I don’t want to give up my membership card in the cool kids club, even if I haven’t been to the clubhouse in ages. What will make me special now? Where will I belong? What will I be a part of?

Who’s going to pay for my vacations?

Seriously. My family and I went on our first ever non-subsidized, just-for-fun vacation this summer. I had to ask a friend how much I should expect to spend because I had no idea. I’m super disappointed to give up that particular ignorance.

The absence of all these hard-to-quantify benefits have left me with an easier to read balance sheet. That’s scary as fuck. I can’t say that I’m pleased with what my personal worth amounts to when it’s boiled down to dollars and cents or number of meals cooked. I’ve been questioning lately what my contributions are now, and the answers are less than inspiring. I do a much better job justifying the ambiguous.

Maybe I’ll be able to take a closer look at that now, to fully commit to creating a present tense that fits as well as the past once did. Maybe now that I’ve been able to let go of the old comforts I’ll have a better idea of how to start filling the new holes. Maybe, as they say, the best is yet to come. At least now I’m ready to find out.

Day 3: sketching

I haven’t been overwhelmed with a desire to write, and this NanoBlowMe challenge hasn’t changed that yet. Instead I have for a long while now been drawn to making pictures. Paints, pastels, pencils, watercolors. I am constantly taking mental pictures (and sometimes phone ones, too) of the world through the filter of some new medium. 

Emma is applying to CAPA, the public art school here in Pittsburgh, and she has spent months preparing her portfolio. That has often meant me sitting beside her for emotional support, sketching away in my own notebook while she works. 

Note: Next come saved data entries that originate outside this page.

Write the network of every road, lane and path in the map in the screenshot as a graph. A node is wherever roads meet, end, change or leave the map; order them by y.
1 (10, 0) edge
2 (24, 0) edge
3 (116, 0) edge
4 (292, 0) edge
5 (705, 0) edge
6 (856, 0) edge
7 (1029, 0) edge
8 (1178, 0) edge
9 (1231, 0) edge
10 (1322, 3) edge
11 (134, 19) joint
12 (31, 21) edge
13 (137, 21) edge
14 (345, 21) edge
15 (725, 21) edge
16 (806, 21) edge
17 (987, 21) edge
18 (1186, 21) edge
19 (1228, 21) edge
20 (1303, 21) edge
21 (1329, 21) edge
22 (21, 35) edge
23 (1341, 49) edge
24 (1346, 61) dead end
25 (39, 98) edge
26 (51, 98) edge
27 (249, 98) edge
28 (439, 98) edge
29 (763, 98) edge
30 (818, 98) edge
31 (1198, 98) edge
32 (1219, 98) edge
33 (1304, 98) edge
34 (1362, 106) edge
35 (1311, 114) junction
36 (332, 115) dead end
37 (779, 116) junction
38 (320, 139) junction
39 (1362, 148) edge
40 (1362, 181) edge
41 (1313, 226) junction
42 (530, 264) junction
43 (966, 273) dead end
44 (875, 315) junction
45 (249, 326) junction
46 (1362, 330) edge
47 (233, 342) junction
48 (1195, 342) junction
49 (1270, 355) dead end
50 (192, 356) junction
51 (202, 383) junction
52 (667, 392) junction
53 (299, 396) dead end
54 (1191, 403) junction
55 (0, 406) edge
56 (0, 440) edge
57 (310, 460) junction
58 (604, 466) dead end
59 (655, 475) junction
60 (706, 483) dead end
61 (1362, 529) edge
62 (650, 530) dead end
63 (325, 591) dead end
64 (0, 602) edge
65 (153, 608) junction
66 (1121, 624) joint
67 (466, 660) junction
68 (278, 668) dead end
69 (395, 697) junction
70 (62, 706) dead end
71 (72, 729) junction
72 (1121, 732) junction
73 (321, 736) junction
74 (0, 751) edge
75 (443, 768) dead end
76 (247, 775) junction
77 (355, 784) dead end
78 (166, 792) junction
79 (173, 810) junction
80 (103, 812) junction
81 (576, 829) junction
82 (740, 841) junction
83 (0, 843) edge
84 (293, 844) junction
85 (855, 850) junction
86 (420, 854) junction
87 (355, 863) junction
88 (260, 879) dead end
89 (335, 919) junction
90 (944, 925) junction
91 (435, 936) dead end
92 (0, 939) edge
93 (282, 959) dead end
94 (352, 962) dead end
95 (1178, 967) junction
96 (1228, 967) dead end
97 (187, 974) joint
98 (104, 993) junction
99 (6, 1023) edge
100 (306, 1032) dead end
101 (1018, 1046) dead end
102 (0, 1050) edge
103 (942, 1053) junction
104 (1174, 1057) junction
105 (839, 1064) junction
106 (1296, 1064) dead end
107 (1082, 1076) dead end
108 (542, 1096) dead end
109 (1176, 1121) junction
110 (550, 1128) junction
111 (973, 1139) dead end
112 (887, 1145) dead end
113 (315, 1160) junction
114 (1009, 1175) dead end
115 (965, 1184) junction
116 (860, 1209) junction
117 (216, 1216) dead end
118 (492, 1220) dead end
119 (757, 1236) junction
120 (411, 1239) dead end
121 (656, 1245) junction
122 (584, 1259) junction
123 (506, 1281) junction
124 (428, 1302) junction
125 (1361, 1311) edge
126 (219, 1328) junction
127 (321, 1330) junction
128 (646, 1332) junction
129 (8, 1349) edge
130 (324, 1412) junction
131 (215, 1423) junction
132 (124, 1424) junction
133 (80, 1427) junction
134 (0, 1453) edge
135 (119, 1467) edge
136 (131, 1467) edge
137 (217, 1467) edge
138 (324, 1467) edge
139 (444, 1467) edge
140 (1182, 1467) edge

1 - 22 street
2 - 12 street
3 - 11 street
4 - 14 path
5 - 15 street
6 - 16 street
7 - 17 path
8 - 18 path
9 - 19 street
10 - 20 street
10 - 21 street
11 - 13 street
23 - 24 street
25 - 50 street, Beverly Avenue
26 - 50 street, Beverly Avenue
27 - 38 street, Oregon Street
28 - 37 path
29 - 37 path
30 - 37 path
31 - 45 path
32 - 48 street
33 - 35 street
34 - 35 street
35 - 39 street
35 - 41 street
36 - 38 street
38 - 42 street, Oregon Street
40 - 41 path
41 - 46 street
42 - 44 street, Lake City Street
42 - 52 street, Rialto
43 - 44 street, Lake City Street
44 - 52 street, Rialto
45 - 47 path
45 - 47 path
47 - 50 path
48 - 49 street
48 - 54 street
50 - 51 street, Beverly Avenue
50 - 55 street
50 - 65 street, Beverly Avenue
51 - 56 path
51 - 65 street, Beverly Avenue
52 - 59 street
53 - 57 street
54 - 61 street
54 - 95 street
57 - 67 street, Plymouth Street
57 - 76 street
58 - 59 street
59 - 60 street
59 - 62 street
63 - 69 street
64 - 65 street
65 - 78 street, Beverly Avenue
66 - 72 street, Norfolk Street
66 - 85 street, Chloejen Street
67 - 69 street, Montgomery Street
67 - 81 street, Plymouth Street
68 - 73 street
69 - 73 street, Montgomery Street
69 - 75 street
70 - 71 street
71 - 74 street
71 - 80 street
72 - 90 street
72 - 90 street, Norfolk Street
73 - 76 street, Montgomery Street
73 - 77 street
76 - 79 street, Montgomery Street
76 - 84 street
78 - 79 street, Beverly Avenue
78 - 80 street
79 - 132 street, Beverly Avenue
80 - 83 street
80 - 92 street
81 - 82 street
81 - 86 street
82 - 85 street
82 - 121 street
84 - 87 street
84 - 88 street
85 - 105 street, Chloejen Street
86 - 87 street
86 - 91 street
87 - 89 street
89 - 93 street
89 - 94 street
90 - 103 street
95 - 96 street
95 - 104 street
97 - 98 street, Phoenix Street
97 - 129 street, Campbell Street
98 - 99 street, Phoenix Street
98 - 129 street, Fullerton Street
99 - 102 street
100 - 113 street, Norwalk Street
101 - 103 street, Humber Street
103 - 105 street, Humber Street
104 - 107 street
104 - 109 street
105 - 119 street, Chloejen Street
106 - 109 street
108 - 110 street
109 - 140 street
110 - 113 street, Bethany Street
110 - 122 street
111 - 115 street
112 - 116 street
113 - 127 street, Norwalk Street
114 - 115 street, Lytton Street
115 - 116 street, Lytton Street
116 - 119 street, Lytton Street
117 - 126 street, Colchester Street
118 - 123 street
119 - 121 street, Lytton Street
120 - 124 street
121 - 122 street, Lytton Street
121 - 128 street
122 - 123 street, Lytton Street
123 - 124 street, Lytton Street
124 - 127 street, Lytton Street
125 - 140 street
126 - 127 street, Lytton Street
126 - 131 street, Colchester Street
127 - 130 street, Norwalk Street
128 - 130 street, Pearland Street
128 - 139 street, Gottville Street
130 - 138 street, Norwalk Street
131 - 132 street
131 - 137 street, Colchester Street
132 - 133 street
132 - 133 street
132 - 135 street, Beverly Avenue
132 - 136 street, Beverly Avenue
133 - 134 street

I love it. I’ve been getting way more satisfaction from these visual arts than from writing.

I feel like I’m betraying some sacred oath, that I have to give back the name tag that’s read “I’m a writer” for the last few years. I fought hard for that label. 

But screw labels. Who cares what I’m called. The names change by the minute anyway. Mom. Wife. Colleague. Director. Writer. Cook. Friend. Neighbor. Voter. Couch occupier. 

When I forgot about the what it’s easier to see clearly the do. 

Today what I wanted to do was draw, so I did. And what my daughter needed me to do was sit beside her in front of a mirror and talk her through seeing her own face as a series of shapes and shadows – and so I did that, too. 

What did you do today?

Day 2: Brief Reflections on Parenting

I remember when my kids were born and I thought they were lumps of clay for me to mold. Now I realize that they are and always have been whole people and that in exchange for serving as their transport into this world I get a backstage pass for their growth and development. I’m witnessing more than I’m whittling. They’re revealing themselves to me more than I am turning them into anything.

Recognizing this has allowed me to appreciate the immense honor that has been bestowed upon me by life: I get an intimate glimpse at these extraordinary people, a privilege granted me by chance rather than merit.

How crazy is that? How absolutely incredible and awesome and humbling.

I admit that with this gratitude comes a sense of relief, too. Abdicating my role as craftsman let’s me off the hook a bit when it comes to how these kids “turn out”. Except of course I still worry, and I still feel a tremendous amount of responsibility for how well equipped they’ll be to face their individual paths. But creating their personhood? That’s a job that’s already been filled.




Or rather NaNoWriMo – or was it NoBloPoMo?

I don’t know. It’s write everyday in November. It’s an excuse to try again. 

And I need it. 

I’m on my way home from Fairfax, Virginia where I’ve spent the weekend chaperoning my teenager and fifty more at a crew regatta. And I’m reminded at how impressionable young people are but also how already very much people who want to be understood. 

Teenagers are cooler than I ever knew. I can say that because my teenager is no longer a jerk. (Hang in there, mamas, it does get better!)

So my plan was to start Nanoing tomorrow, but my friend Pam said even if I don’t do it well I have to at least do it right.